── RECORD SET

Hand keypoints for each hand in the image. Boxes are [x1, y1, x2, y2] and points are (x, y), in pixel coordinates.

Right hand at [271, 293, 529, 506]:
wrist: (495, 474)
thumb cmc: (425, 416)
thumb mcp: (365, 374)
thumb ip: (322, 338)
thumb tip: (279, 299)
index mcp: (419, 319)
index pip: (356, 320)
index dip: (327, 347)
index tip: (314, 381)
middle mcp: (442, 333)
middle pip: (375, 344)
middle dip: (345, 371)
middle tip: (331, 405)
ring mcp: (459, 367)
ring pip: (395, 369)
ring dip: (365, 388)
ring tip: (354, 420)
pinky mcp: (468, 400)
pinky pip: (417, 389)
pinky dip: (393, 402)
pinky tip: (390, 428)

────
── RECORD SET

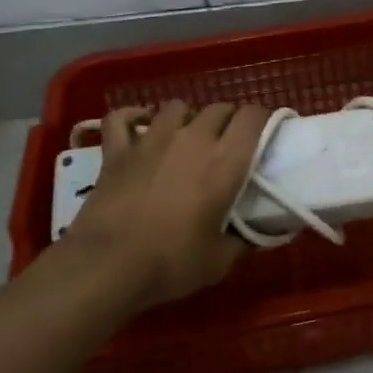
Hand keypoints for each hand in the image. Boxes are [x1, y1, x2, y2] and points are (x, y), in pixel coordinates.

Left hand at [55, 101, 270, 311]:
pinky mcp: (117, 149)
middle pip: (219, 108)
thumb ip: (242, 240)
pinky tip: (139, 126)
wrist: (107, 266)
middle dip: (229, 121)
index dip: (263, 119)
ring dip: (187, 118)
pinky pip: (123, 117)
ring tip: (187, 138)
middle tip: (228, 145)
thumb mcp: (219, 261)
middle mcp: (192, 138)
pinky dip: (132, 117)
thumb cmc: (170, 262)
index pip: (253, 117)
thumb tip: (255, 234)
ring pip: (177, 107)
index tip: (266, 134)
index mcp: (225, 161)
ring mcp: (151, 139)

────
── RECORD SET

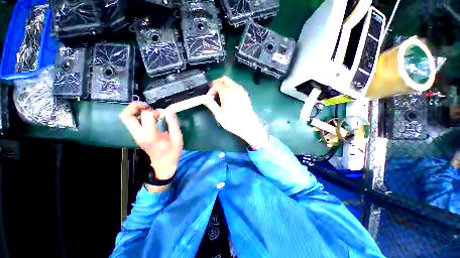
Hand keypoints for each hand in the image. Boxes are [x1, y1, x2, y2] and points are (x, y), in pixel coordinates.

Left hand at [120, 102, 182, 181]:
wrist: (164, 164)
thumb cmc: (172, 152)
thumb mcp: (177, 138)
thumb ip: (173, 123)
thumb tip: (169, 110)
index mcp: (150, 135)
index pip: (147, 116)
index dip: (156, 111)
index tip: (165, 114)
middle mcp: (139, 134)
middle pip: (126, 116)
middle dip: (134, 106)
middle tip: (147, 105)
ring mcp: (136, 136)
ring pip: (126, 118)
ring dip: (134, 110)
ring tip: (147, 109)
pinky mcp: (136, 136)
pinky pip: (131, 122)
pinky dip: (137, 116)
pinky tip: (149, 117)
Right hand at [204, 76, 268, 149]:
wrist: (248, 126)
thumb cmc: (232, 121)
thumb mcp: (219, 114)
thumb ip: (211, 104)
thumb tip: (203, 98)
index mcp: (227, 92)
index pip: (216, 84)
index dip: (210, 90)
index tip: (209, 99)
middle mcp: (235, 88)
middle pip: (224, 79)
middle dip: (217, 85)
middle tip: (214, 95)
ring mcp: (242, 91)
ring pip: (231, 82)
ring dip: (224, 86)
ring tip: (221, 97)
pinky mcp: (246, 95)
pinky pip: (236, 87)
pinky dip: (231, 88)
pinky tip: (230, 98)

────

**AIM OF THE TASK**
Using the records above, set down exactly the lines from the one with "index tip: (314, 381)" through the one with "pinky tip: (390, 428)", inclusive, and nothing more.

**OUTPUT**
index tip: (314, 381)
middle mcp: (442, 333)
middle pip: (375, 344)
middle dip: (345, 371)
middle tip: (331, 405)
ring mcp: (459, 367)
ring pip: (395, 369)
ring dip: (365, 388)
ring tip: (354, 420)
pinky mcp: (468, 400)
pinky pip: (417, 389)
pinky dip: (393, 402)
pinky tip: (390, 428)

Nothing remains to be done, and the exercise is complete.